Stored dataset items
------------------------------------------------

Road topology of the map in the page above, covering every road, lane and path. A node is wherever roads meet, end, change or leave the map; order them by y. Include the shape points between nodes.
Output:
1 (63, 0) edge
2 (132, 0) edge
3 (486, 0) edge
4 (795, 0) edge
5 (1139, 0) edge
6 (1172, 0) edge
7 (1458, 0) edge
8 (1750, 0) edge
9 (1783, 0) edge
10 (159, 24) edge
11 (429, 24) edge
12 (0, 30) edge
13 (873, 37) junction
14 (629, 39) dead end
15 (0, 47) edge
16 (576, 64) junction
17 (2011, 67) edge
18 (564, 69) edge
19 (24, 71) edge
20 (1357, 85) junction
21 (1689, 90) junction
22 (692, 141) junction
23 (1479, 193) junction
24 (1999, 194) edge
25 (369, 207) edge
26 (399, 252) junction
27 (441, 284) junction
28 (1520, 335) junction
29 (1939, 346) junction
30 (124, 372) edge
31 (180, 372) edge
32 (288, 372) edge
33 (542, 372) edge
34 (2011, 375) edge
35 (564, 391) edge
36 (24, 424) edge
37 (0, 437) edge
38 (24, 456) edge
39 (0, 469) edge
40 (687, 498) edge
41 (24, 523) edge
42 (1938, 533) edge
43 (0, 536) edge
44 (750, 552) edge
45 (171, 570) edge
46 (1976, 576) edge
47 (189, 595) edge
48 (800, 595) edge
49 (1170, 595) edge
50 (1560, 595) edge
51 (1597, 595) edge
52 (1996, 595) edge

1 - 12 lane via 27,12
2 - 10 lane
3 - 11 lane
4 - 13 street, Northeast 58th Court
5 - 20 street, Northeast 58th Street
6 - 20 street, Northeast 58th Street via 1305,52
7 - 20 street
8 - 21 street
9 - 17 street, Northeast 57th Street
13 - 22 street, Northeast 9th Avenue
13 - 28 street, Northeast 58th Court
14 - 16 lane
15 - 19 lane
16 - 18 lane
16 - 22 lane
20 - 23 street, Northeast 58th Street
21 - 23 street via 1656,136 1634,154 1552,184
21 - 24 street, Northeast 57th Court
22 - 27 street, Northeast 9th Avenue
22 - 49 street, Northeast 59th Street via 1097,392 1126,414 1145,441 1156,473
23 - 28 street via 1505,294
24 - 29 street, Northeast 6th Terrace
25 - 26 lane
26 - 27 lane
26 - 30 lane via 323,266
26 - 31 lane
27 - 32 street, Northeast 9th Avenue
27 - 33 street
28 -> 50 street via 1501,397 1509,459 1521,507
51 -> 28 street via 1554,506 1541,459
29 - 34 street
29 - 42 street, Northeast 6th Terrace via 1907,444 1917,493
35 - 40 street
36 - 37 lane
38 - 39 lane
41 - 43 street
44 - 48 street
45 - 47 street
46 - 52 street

------------------------------------------------

* What needs to be done
Write out every entry above, word for word.

* Answer for the task
Road topology of the map in the page above, covering every road, lane and path. A node is wherever roads meet, end, change or leave the map; order them by y. Include the shape points between nodes.
Output:
1 (63, 0) edge
2 (132, 0) edge
3 (486, 0) edge
4 (795, 0) edge
5 (1139, 0) edge
6 (1172, 0) edge
7 (1458, 0) edge
8 (1750, 0) edge
9 (1783, 0) edge
10 (159, 24) edge
11 (429, 24) edge
12 (0, 30) edge
13 (873, 37) junction
14 (629, 39) dead end
15 (0, 47) edge
16 (576, 64) junction
17 (2011, 67) edge
18 (564, 69) edge
19 (24, 71) edge
20 (1357, 85) junction
21 (1689, 90) junction
22 (692, 141) junction
23 (1479, 193) junction
24 (1999, 194) edge
25 (369, 207) edge
26 (399, 252) junction
27 (441, 284) junction
28 (1520, 335) junction
29 (1939, 346) junction
30 (124, 372) edge
31 (180, 372) edge
32 (288, 372) edge
33 (542, 372) edge
34 (2011, 375) edge
35 (564, 391) edge
36 (24, 424) edge
37 (0, 437) edge
38 (24, 456) edge
39 (0, 469) edge
40 (687, 498) edge
41 (24, 523) edge
42 (1938, 533) edge
43 (0, 536) edge
44 (750, 552) edge
45 (171, 570) edge
46 (1976, 576) edge
47 (189, 595) edge
48 (800, 595) edge
49 (1170, 595) edge
50 (1560, 595) edge
51 (1597, 595) edge
52 (1996, 595) edge

1 - 12 lane via 27,12
2 - 10 lane
3 - 11 lane
4 - 13 street, Northeast 58th Court
5 - 20 street, Northeast 58th Street
6 - 20 street, Northeast 58th Street via 1305,52
7 - 20 street
8 - 21 street
9 - 17 street, Northeast 57th Street
13 - 22 street, Northeast 9th Avenue
13 - 28 street, Northeast 58th Court
14 - 16 lane
15 - 19 lane
16 - 18 lane
16 - 22 lane
20 - 23 street, Northeast 58th Street
21 - 23 street via 1656,136 1634,154 1552,184
21 - 24 street, Northeast 57th Court
22 - 27 street, Northeast 9th Avenue
22 - 49 street, Northeast 59th Street via 1097,392 1126,414 1145,441 1156,473
23 - 28 street via 1505,294
24 - 29 street, Northeast 6th Terrace
25 - 26 lane
26 - 27 lane
26 - 30 lane via 323,266
26 - 31 lane
27 - 32 street, Northeast 9th Avenue
27 - 33 street
28 -> 50 street via 1501,397 1509,459 1521,507
51 -> 28 street via 1554,506 1541,459
29 - 34 street
29 - 42 street, Northeast 6th Terrace via 1907,444 1917,493
35 - 40 street
36 - 37 lane
38 - 39 lane
41 - 43 street
44 - 48 street
45 - 47 street
46 - 52 street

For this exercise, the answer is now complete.